Desde o passado dia 22 até 21 de Novembro, na galeria do Casino Estoril: «A minha Lisboa 30 anos depois». Magnífica! Uma cidade em tons de azul, a sinfonia dos telhados envoltos em neblina de aconchego. E pessoas! Pessoas à conversa na esplanada, a tagarelar nas janelas… Pessoas! Lisboa, afinal, humanizada!...
A não perder – que a cidade, assim, até a sentimos mais nossa!
Maria Helena Ventura
Munícipe de Cascais (vive entre nós há bastantes anos), Maria Helena Ventura tem-se notabilizado por uma escrita resultante de bem amadurecida investigação. Com um pé na ficção e outro na História, brindou-nos já com obras notáveis como, entre outras, Afonso, o Conquistador, evocação de D. Afonso Henriques (Março 2007); Onde vais, Isabel, a história da Rainha Santa Isabel (Março 2008); Um Homem Só, a sua visão da vida de Jesus Cristo (Maio 2010)…

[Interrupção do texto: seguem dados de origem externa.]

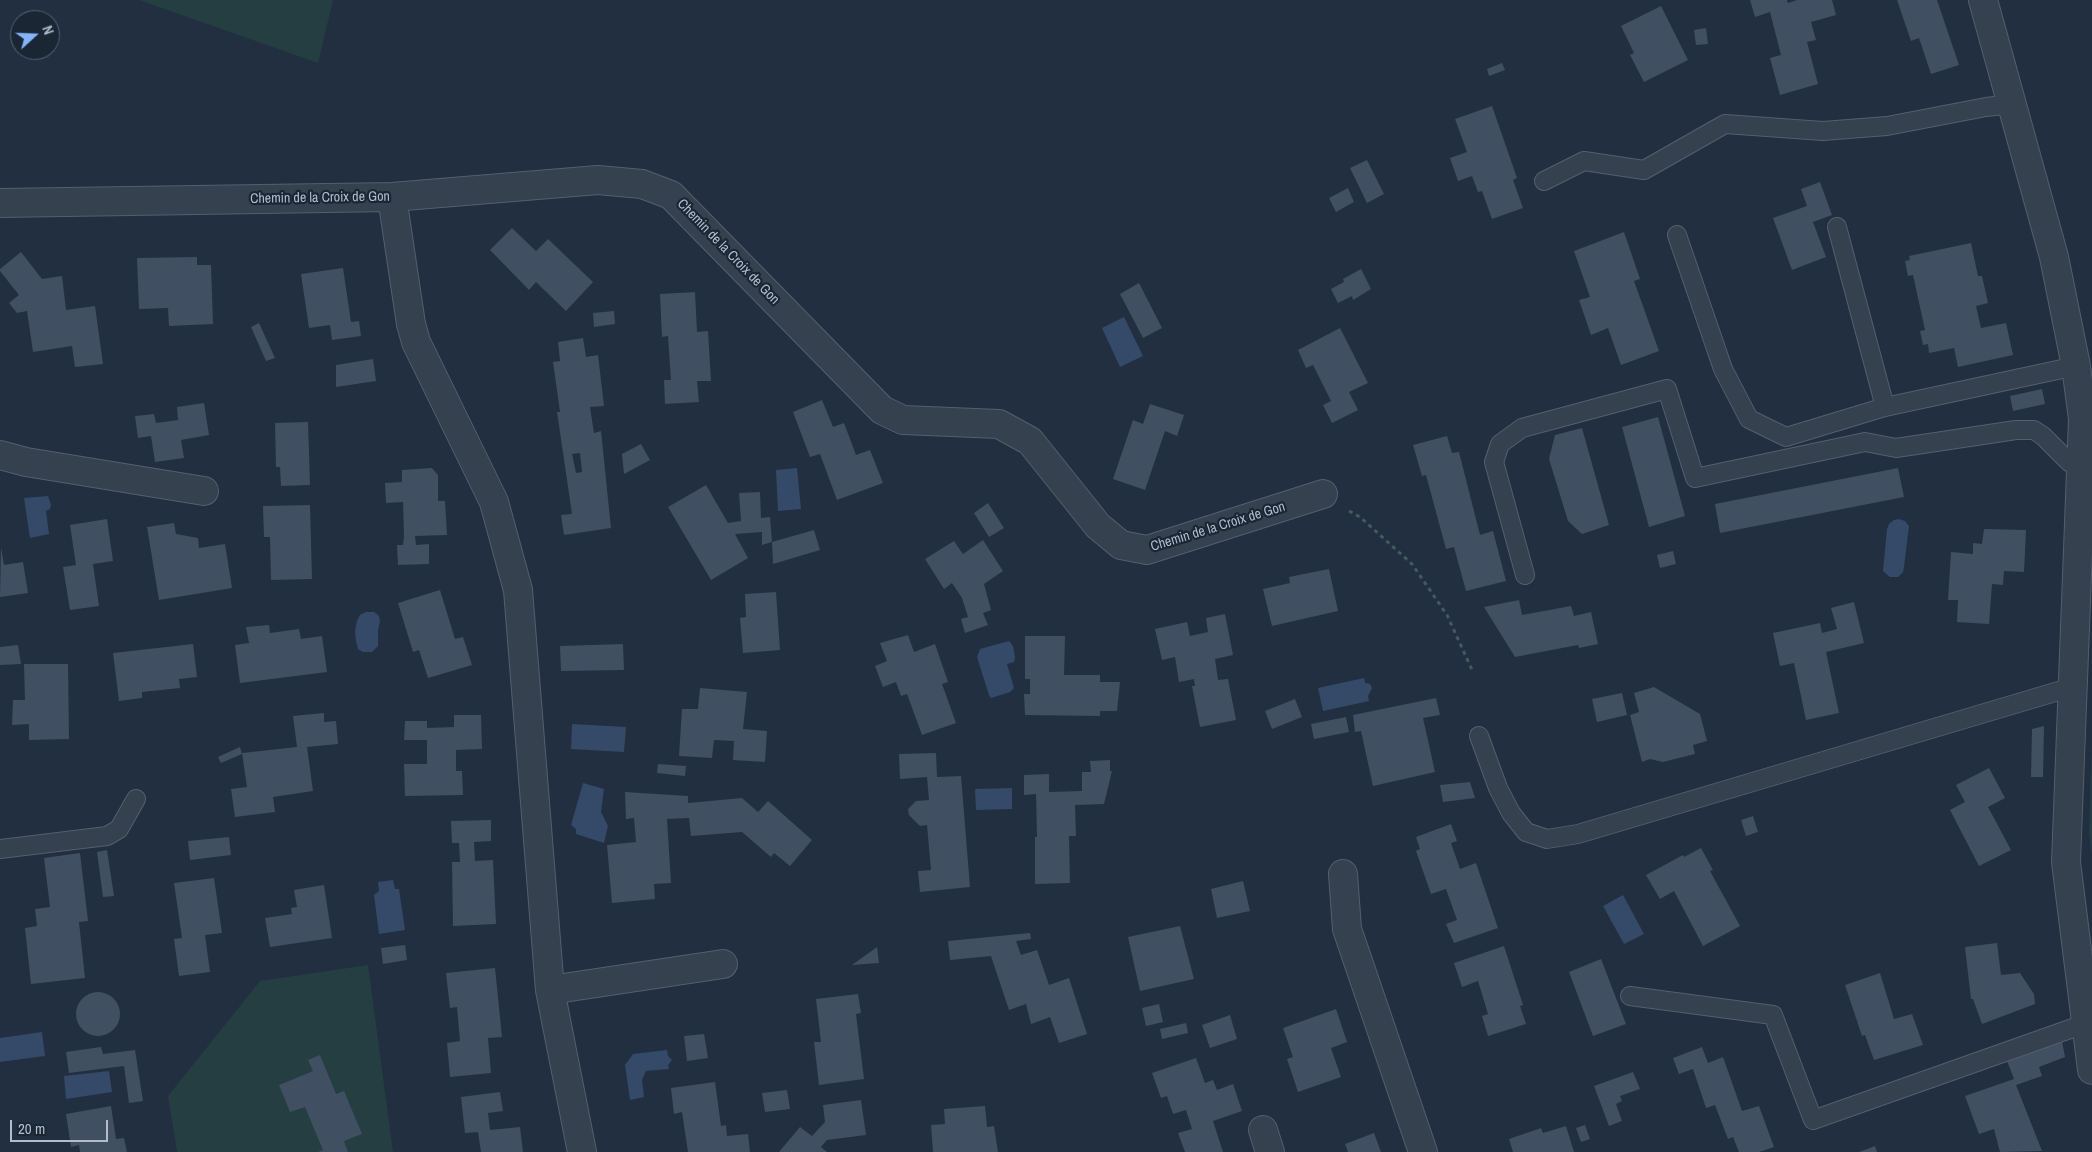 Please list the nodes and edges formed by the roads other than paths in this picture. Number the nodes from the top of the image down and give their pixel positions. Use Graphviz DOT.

O seu último trabalho, Cidadão Orson Welles (Março 2011, Edições Saída de Emergência, editora que a tem acompanhado), constitui eloquente forma de contar a biografia do controverso realizador. Esbelta tunisina apaixonada pela sua figura de criador e de Homem ousa interpor-se-lhe no caminho. Nasce daí acalorada paixão mantida secreta, miudamente narrada, psicologicamente densa, pretexto também para nos levar a passear pela Roma Eterna e seus infinitos recantos, por Florença, Paris e, até, no retorno à Tunísia do Museu do Bardo e do inesquecível oásis de Gabes…
Uma viagem cativante, mesmo quando se imagina o soar de «rajadas de vento à porta de uma cidade abandonada» (p. 115) ou só apetece «fundir as lágrimas nas águas do Tibre» e se anseia por que «as noites se fechem com o rótulo da esperança» (p. 19).
[Publicado no Jornal de Cascais, nº 287, 26-10-2011, p. 4].
Olá prezado Colega e Amigo José d'Encarnação
ResponderEliminarFazem-nos meditar as perplexidades das "andarilhanças 21", nomeadamente ao sabermos que, numa Delegação do Banco Alimentar em Portugal, «a roupa amontoa-se, porque os "necessitados" são esquisitos na escolha e nem tudo lhes serve! E, do cabaz de alimentos recebido, logo mais adiante há quem deite pró contentor ou para a valeta os pacotes que não lhe interessam!».
Obrigado pela referência ao meu "Passos e Passas de uma Vida",a alusão à bomba que me atingiu gravemente na Estação do Cais do Sodré, no dia 28 de Maio de 1961 e à minha recordação do violento terramoto que sacudiu Portugal, na madrugada de 28 de Fevereiro de 1969 (7,8 na escala de Richter no epicentro).